======== DATA SUPPLIED ========

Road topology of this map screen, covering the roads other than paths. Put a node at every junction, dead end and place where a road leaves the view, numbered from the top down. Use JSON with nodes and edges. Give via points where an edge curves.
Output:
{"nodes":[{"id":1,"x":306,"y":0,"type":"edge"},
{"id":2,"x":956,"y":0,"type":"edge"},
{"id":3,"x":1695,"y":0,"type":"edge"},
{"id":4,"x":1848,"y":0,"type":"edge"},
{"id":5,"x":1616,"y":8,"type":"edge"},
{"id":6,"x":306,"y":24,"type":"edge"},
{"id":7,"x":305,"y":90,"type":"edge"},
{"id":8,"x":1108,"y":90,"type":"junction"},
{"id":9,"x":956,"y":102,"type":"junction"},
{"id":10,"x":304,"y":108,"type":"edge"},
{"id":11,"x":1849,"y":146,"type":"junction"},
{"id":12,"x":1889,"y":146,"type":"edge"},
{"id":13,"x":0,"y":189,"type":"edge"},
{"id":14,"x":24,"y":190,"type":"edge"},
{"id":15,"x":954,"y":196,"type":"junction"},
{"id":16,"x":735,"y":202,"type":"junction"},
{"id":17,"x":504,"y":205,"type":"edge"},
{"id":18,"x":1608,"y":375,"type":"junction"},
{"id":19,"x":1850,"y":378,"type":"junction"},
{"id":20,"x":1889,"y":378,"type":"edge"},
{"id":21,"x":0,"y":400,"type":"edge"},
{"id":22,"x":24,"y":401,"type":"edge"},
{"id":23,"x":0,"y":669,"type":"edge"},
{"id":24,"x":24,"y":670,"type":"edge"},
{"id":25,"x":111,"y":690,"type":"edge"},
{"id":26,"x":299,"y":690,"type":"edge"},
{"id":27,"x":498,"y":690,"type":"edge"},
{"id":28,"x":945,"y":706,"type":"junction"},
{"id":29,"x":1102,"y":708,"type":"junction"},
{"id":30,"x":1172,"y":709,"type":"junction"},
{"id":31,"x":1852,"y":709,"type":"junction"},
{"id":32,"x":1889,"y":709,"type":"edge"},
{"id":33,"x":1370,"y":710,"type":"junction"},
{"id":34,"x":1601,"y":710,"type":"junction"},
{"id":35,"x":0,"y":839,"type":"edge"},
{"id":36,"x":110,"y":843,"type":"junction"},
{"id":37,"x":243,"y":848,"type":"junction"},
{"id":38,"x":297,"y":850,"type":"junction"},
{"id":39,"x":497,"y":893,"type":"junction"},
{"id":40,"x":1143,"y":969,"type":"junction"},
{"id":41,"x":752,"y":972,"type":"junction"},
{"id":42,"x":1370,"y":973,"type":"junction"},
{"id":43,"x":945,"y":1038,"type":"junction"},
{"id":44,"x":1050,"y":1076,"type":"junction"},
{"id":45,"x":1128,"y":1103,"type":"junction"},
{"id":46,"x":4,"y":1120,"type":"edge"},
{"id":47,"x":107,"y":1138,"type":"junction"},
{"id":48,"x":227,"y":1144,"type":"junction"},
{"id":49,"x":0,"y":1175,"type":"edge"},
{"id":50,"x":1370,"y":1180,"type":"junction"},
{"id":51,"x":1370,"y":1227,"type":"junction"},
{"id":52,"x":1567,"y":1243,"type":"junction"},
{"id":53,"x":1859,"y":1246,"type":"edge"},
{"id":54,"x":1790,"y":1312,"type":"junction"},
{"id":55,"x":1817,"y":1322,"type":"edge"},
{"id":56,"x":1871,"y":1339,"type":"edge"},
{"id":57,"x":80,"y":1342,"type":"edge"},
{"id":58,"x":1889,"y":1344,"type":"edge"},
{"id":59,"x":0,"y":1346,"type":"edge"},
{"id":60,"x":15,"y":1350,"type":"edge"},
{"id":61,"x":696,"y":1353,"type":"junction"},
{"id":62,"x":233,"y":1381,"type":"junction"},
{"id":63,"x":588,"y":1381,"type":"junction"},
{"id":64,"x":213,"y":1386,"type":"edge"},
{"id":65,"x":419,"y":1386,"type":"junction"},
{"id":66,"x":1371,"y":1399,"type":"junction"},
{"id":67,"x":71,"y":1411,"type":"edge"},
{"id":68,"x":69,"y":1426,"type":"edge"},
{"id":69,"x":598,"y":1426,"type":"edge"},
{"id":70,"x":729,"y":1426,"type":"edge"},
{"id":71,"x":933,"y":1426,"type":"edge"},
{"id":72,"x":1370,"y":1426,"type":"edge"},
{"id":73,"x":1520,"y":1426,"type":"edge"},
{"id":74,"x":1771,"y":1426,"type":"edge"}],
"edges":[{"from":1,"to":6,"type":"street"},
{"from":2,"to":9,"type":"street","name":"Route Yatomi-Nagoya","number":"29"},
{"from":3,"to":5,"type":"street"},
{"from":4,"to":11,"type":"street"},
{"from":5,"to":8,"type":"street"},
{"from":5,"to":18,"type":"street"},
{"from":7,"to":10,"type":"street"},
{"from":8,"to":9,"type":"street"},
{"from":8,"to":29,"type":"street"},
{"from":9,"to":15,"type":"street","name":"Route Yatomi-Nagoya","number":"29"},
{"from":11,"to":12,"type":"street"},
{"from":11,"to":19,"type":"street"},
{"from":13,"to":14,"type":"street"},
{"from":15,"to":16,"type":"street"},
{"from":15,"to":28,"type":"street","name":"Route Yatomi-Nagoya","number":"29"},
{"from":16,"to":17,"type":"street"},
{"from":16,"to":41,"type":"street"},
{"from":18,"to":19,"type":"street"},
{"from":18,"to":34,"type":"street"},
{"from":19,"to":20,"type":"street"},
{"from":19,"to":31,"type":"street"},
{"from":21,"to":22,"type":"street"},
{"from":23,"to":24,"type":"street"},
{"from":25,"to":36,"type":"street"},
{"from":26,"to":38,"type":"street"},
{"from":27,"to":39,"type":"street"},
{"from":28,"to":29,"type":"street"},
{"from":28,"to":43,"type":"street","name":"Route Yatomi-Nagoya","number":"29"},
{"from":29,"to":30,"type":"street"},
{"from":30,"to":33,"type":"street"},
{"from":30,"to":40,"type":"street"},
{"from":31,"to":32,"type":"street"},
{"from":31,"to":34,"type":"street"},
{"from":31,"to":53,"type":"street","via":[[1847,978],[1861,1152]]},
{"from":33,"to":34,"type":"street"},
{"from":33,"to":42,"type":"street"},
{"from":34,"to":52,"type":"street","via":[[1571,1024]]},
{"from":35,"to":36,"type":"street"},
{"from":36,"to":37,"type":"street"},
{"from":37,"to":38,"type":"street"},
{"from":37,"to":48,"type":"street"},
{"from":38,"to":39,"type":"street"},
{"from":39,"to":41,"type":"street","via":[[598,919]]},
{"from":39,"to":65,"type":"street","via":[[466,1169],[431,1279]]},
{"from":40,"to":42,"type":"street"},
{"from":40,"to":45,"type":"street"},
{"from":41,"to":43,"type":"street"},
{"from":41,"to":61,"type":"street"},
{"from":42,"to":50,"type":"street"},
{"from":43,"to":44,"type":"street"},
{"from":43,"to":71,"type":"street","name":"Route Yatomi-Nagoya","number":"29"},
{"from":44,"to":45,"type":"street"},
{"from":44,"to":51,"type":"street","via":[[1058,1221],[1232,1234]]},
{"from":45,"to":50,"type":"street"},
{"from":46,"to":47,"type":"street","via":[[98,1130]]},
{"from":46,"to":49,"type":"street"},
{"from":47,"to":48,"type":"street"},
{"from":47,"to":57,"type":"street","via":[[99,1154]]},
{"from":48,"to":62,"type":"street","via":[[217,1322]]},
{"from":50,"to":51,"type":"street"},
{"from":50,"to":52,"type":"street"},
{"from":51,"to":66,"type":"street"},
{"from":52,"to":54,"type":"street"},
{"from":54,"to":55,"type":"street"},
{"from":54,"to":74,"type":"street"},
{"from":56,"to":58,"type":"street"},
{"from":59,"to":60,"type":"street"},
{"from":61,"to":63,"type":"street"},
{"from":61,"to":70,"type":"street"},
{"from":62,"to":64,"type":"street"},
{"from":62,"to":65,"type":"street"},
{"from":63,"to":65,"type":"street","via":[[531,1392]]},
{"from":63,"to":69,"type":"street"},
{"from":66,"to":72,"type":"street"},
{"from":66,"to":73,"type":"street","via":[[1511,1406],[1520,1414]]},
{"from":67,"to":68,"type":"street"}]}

========

**TASK GOAL:**
Among the lines above, list those that contain the word "Nagoya".

**EXERCISE ANSWER:**
{"from":2,"to":9,"type":"street","name":"Route Yatomi-Nagoya","number":"29"},
{"from":9,"to":15,"type":"street","name":"Route Yatomi-Nagoya","number":"29"},
{"from":15,"to":28,"type":"street","name":"Route Yatomi-Nagoya","number":"29"},
{"from":28,"to":43,"type":"street","name":"Route Yatomi-Nagoya","number":"29"},
{"from":43,"to":71,"type":"street","name":"Route Yatomi-Nagoya","number":"29"},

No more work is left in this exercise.